(Provided records Opens)
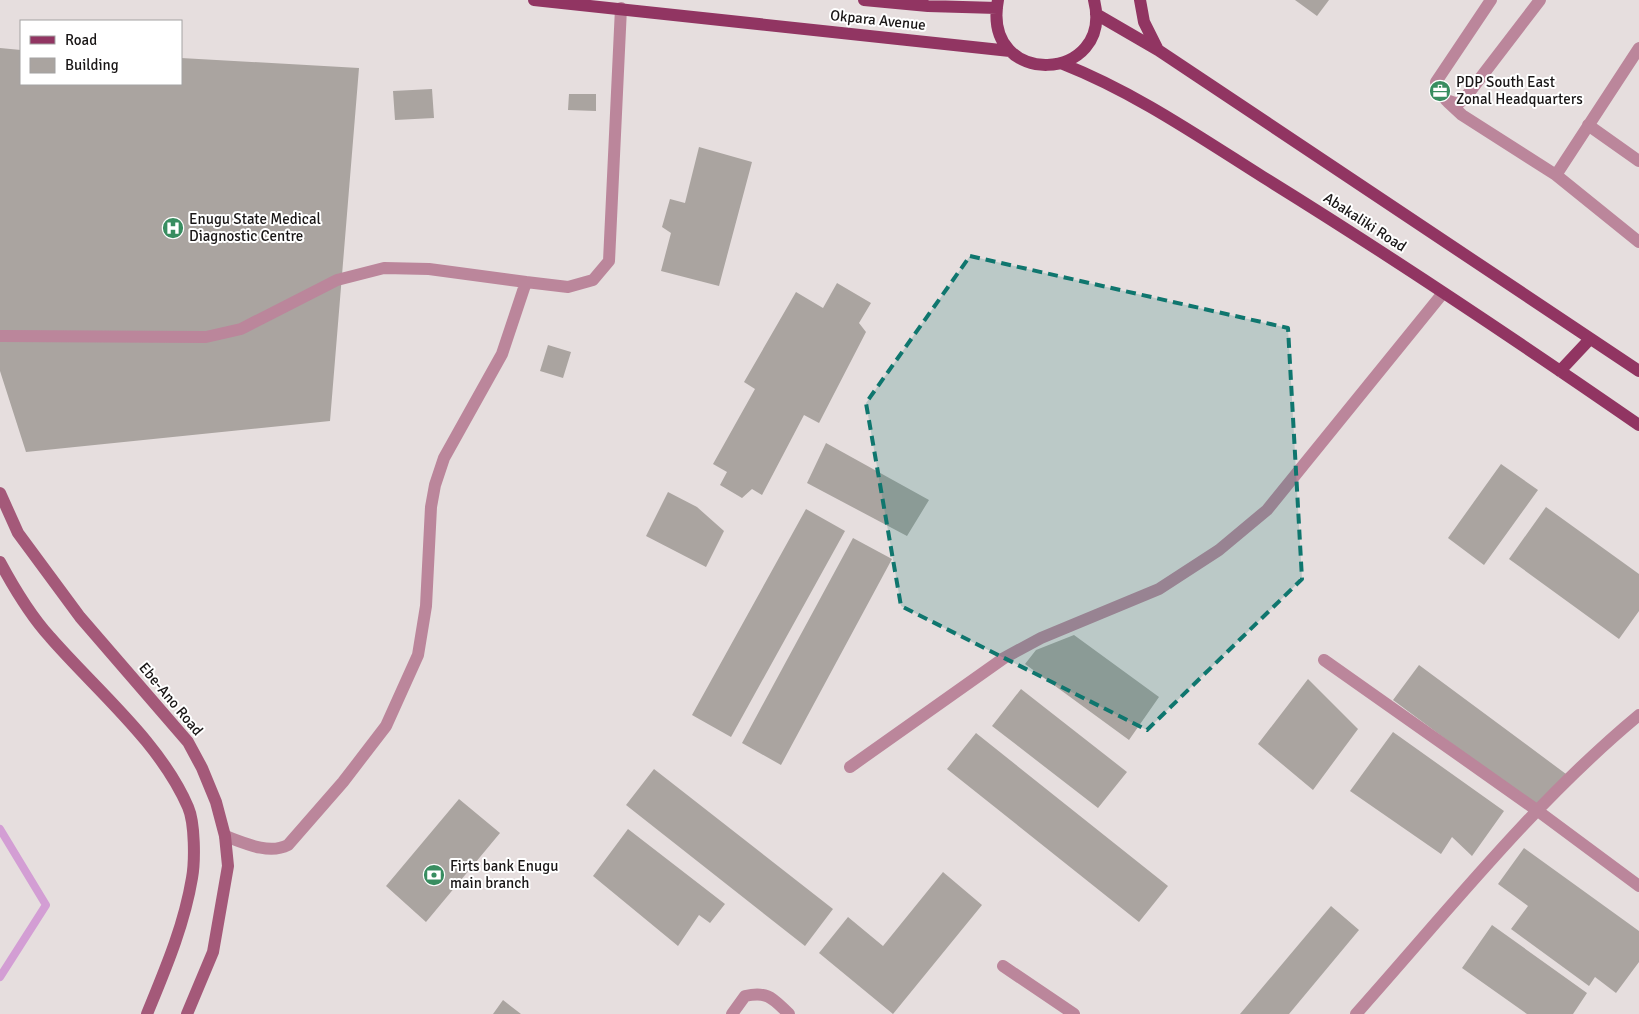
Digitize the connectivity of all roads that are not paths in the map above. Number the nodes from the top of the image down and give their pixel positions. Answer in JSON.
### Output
{"nodes":[{"id":1,"x":534,"y":0,"type":"edge"},
{"id":2,"x":864,"y":0,"type":"edge"},
{"id":3,"x":1140,"y":0,"type":"edge"},
{"id":4,"x":1491,"y":0,"type":"edge"},
{"id":5,"x":1540,"y":0,"type":"edge"},
{"id":6,"x":998,"y":2,"type":"edge"},
{"id":7,"x":1096,"y":5,"type":"edge"},
{"id":8,"x":621,"y":8,"type":"junction"},
{"id":9,"x":1639,"y":48,"type":"edge"},
{"id":10,"x":1158,"y":50,"type":"junction"},
{"id":11,"x":1010,"y":51,"type":"junction"},
{"id":12,"x":1063,"y":64,"type":"junction"},
{"id":13,"x":1446,"y":100,"type":"junction"},
{"id":14,"x":1588,"y":125,"type":"junction"},
{"id":15,"x":1637,"y":155,"type":"edge"},
{"id":16,"x":1556,"y":175,"type":"junction"},
{"id":17,"x":1639,"y":242,"type":"edge"},
{"id":18,"x":526,"y":282,"type":"junction"},
{"id":19,"x":1443,"y":293,"type":"junction"},
{"id":20,"x":0,"y":336,"type":"edge"},
{"id":21,"x":1590,"y":339,"type":"junction"},
{"id":22,"x":1560,"y":370,"type":"junction"},
{"id":23,"x":1639,"y":371,"type":"edge"},
{"id":24,"x":1639,"y":425,"type":"edge"},
{"id":25,"x":0,"y":492,"type":"edge"},
{"id":26,"x":0,"y":562,"type":"edge"},
{"id":27,"x":1324,"y":660,"type":"dead end"},
{"id":28,"x":1639,"y":715,"type":"edge"},
{"id":29,"x":850,"y":767,"type":"dead end"},
{"id":30,"x":1538,"y":811,"type":"junction"},
{"id":31,"x":225,"y":836,"type":"junction"},
{"id":32,"x":1639,"y":886,"type":"edge"},
{"id":33,"x":1003,"y":966,"type":"dead end"},
{"id":34,"x":147,"y":1014,"type":"edge"},
{"id":35,"x":187,"y":1014,"type":"edge"},
{"id":36,"x":732,"y":1014,"type":"edge"},
{"id":37,"x":789,"y":1014,"type":"edge"},
{"id":38,"x":1074,"y":1014,"type":"edge"},
{"id":39,"x":1356,"y":1014,"type":"edge"}],
"edges":[{"from":1,"to":8,"type":"main road","name":"Okpara Avenue"},
{"from":2,"to":6,"type":"main road","name":"Okpara Avenue"},
{"from":3,"to":10,"type":"main road"},
{"from":4,"to":13,"type":"street"},
{"from":5,"to":13,"type":"street"},
{"from":6,"to":11,"type":"main road"},
{"from":7,"to":10,"type":"main road","name":"Abakaliki Road"},
{"from":7,"to":12,"type":"main road"},
{"from":8,"to":11,"type":"main road","name":"Okpara Avenue"},
{"from":8,"to":18,"type":"street"},
{"from":9,"to":14,"type":"street"},
{"from":10,"to":21,"type":"main road","name":"Abakaliki Road"},
{"from":11,"to":12,"type":"main road"},
{"from":12,"to":19,"type":"main road","name":"Abakaliki Road"},
{"from":13,"to":16,"type":"street"},
{"from":14,"to":15,"type":"street"},
{"from":14,"to":16,"type":"street"},
{"from":16,"to":17,"type":"street"},
{"from":18,"to":20,"type":"street"},
{"from":18,"to":31,"type":"street"},
{"from":19,"to":22,"type":"main road","name":"Abakaliki Road"},
{"from":19,"to":29,"type":"street"},
{"from":21,"to":22,"type":"main road"},
{"from":21,"to":23,"type":"main road","name":"Abakaliki Road"},
{"from":22,"to":24,"type":"main road","name":"Abakaliki Road"},
{"from":25,"to":31,"type":"main road","name":"Ebe-Ano Road"},
{"from":26,"to":34,"type":"main road"},
{"from":27,"to":30,"type":"street"},
{"from":28,"to":30,"type":"street"},
{"from":30,"to":32,"type":"street"},
{"from":30,"to":39,"type":"street"},
{"from":31,"to":35,"type":"main road","name":"Ebe-Ano Road"},
{"from":33,"to":38,"type":"street"},
{"from":36,"to":37,"type":"street"}]}
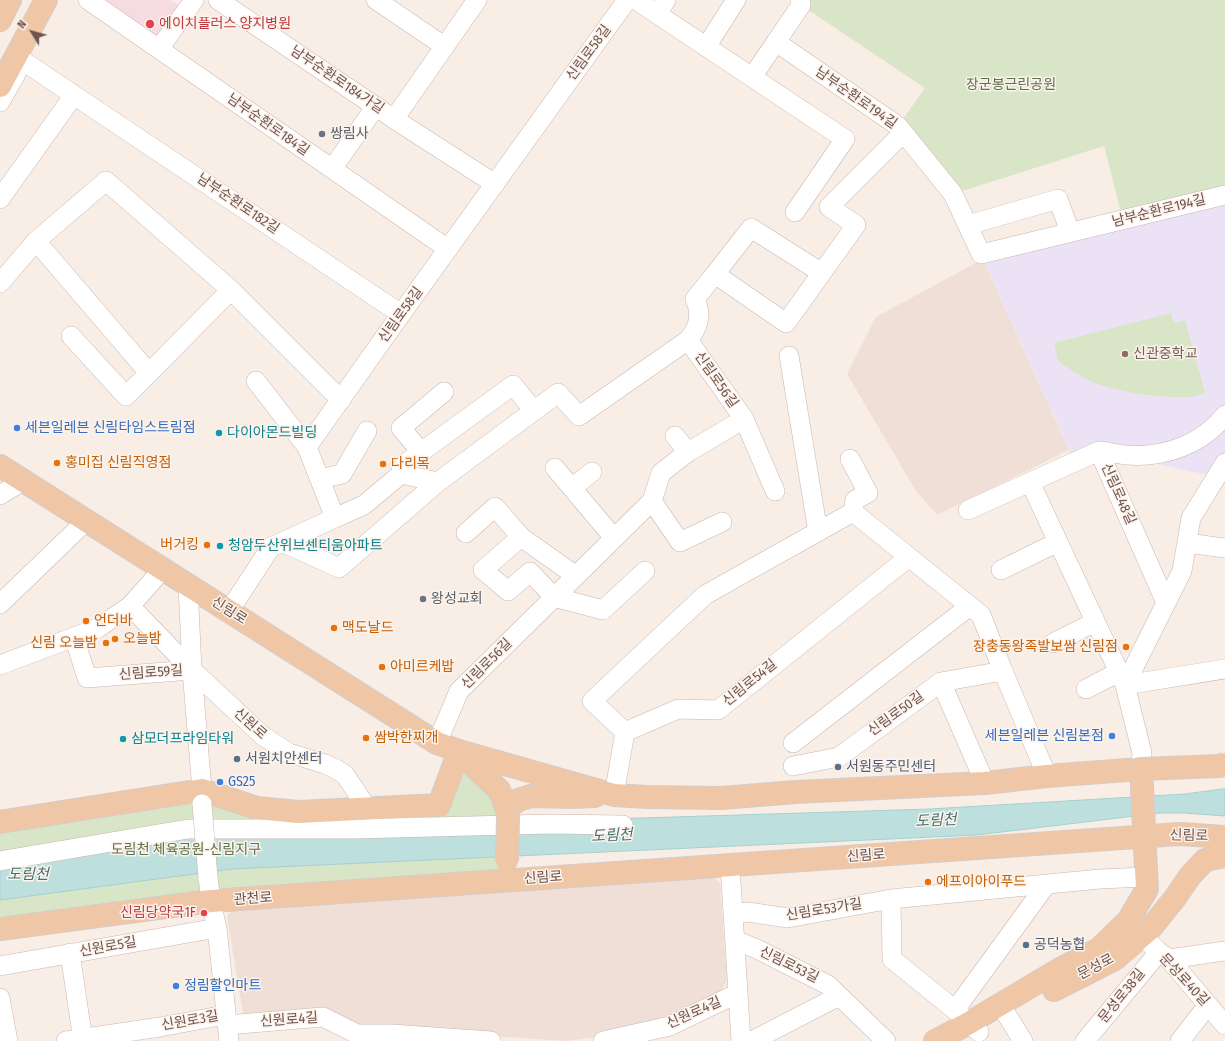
(Provided records Closes)
### Instructions to follow
Every line of the material is to be quoted exactly, with no pictures carried over.

### Finished task
Digitize the connectivity of all roads that are not paths in the map above. Number the nodes from the top of the image down and give their pixel positions. Answer in JSON.
### Output
{"nodes":[{"id":1,"x":534,"y":0,"type":"edge"},
{"id":2,"x":864,"y":0,"type":"edge"},
{"id":3,"x":1140,"y":0,"type":"edge"},
{"id":4,"x":1491,"y":0,"type":"edge"},
{"id":5,"x":1540,"y":0,"type":"edge"},
{"id":6,"x":998,"y":2,"type":"edge"},
{"id":7,"x":1096,"y":5,"type":"edge"},
{"id":8,"x":621,"y":8,"type":"junction"},
{"id":9,"x":1639,"y":48,"type":"edge"},
{"id":10,"x":1158,"y":50,"type":"junction"},
{"id":11,"x":1010,"y":51,"type":"junction"},
{"id":12,"x":1063,"y":64,"type":"junction"},
{"id":13,"x":1446,"y":100,"type":"junction"},
{"id":14,"x":1588,"y":125,"type":"junction"},
{"id":15,"x":1637,"y":155,"type":"edge"},
{"id":16,"x":1556,"y":175,"type":"junction"},
{"id":17,"x":1639,"y":242,"type":"edge"},
{"id":18,"x":526,"y":282,"type":"junction"},
{"id":19,"x":1443,"y":293,"type":"junction"},
{"id":20,"x":0,"y":336,"type":"edge"},
{"id":21,"x":1590,"y":339,"type":"junction"},
{"id":22,"x":1560,"y":370,"type":"junction"},
{"id":23,"x":1639,"y":371,"type":"edge"},
{"id":24,"x":1639,"y":425,"type":"edge"},
{"id":25,"x":0,"y":492,"type":"edge"},
{"id":26,"x":0,"y":562,"type":"edge"},
{"id":27,"x":1324,"y":660,"type":"dead end"},
{"id":28,"x":1639,"y":715,"type":"edge"},
{"id":29,"x":850,"y":767,"type":"dead end"},
{"id":30,"x":1538,"y":811,"type":"junction"},
{"id":31,"x":225,"y":836,"type":"junction"},
{"id":32,"x":1639,"y":886,"type":"edge"},
{"id":33,"x":1003,"y":966,"type":"dead end"},
{"id":34,"x":147,"y":1014,"type":"edge"},
{"id":35,"x":187,"y":1014,"type":"edge"},
{"id":36,"x":732,"y":1014,"type":"edge"},
{"id":37,"x":789,"y":1014,"type":"edge"},
{"id":38,"x":1074,"y":1014,"type":"edge"},
{"id":39,"x":1356,"y":1014,"type":"edge"}],
"edges":[{"from":1,"to":8,"type":"main road","name":"Okpara Avenue"},
{"from":2,"to":6,"type":"main road","name":"Okpara Avenue"},
{"from":3,"to":10,"type":"main road"},
{"from":4,"to":13,"type":"street"},
{"from":5,"to":13,"type":"street"},
{"from":6,"to":11,"type":"main road"},
{"from":7,"to":10,"type":"main road","name":"Abakaliki Road"},
{"from":7,"to":12,"type":"main road"},
{"from":8,"to":11,"type":"main road","name":"Okpara Avenue"},
{"from":8,"to":18,"type":"street"},
{"from":9,"to":14,"type":"street"},
{"from":10,"to":21,"type":"main road","name":"Abakaliki Road"},
{"from":11,"to":12,"type":"main road"},
{"from":12,"to":19,"type":"main road","name":"Abakaliki Road"},
{"from":13,"to":16,"type":"street"},
{"from":14,"to":15,"type":"street"},
{"from":14,"to":16,"type":"street"},
{"from":16,"to":17,"type":"street"},
{"from":18,"to":20,"type":"street"},
{"from":18,"to":31,"type":"street"},
{"from":19,"to":22,"type":"main road","name":"Abakaliki Road"},
{"from":19,"to":29,"type":"street"},
{"from":21,"to":22,"type":"main road"},
{"from":21,"to":23,"type":"main road","name":"Abakaliki Road"},
{"from":22,"to":24,"type":"main road","name":"Abakaliki Road"},
{"from":25,"to":31,"type":"main road","name":"Ebe-Ano Road"},
{"from":26,"to":34,"type":"main road"},
{"from":27,"to":30,"type":"street"},
{"from":28,"to":30,"type":"street"},
{"from":30,"to":32,"type":"street"},
{"from":30,"to":39,"type":"street"},
{"from":31,"to":35,"type":"main road","name":"Ebe-Ano Road"},
{"from":33,"to":38,"type":"street"},
{"from":36,"to":37,"type":"street"}]}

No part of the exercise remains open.